But, there is one common factor that links the traditional marketing campaigns to inbound marketing campaigns, and that is that there is still a risk of your tools, channels and results being disconnected. This can result in your results being difficult to read and your lead feeling detached.
Not all of your campaigns will look the same or be of the same value, you will have different campaigns for different goals and different offers. Hubspot recommends these 5 best practices to doing inbound campaigns the right way.
Any campaign you're running should be based on your audience's needs. By targeting your campaign at a specific persona, it's more likely to be a success.
Keep your buyer persona in mind, find out what their problems are and how you will be able to solve them. Ensure that the solution to their problem is at the centre of your campaign.
Find out where your buyer persona spends most of their time online. Although it's important that your campaign is fully integrated across all marketing channels, you should also be focusing on the channels that you know your target audience will be using the most.
Inbound campaigns align all of your marketing channels with your offer in the centre. This offer could be an ebook, whitepaper, case study or even requesting a demo/quote. Deciding which offer your campaign is going to surround all depends on your buyer persona and what stage they are at in the buyer's journey.
You will need to think like the buyer and create content that they need and will interest them, not just something you want to create. Make sure that your offer adds value to their time online and that by downloading it, they will learn something new.
Although you may be giving your premium content to your prospect for free, you'll be getting something from them in return such as a name, email address and job title.
The two key elements in your campaign conversation paths are your calls to action and landing pages. Your call to action is a way of attracting visitors to your offer and needs to be clear and concise as well as attention grabbing. A landing page is where the exchange of information for the content happens, your landing page needs to match the offer stated on your call to action to avoid confusion.
You now know who your offer is for, what it is and how to deliver it, but how will it get found? You will need to attract and promote people to your offer through using inbound marketing tactics.

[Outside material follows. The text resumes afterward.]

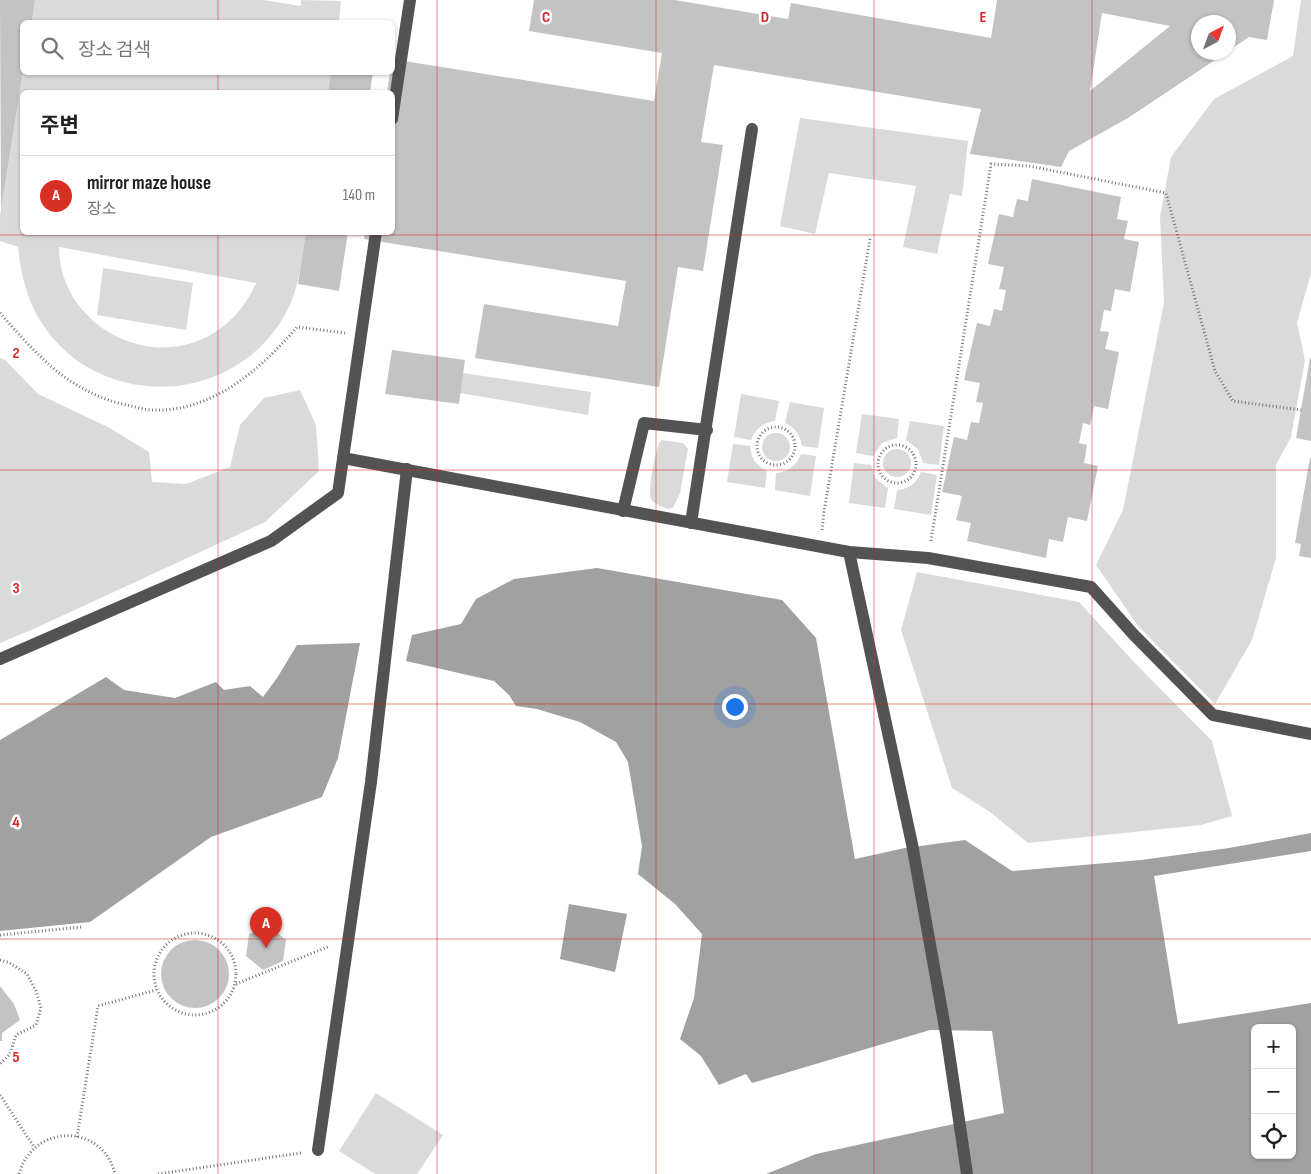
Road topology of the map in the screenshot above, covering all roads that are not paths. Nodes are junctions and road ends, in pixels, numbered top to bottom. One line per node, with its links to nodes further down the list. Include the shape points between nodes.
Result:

Promote your offer on social media, link to your offer in your blogs and if your offer is further down the marketing funnel, be sure to include it in your email marketing workflow.
Mix and match the channels you use to promote, so you can measure the best way that your prospects will find your offer.
This best practice is self-explanatory. Don't just review your campaign at the end, continuously analyse and review your click-through and conversion rate. If something isn't going so well, ask yourself why, and change it.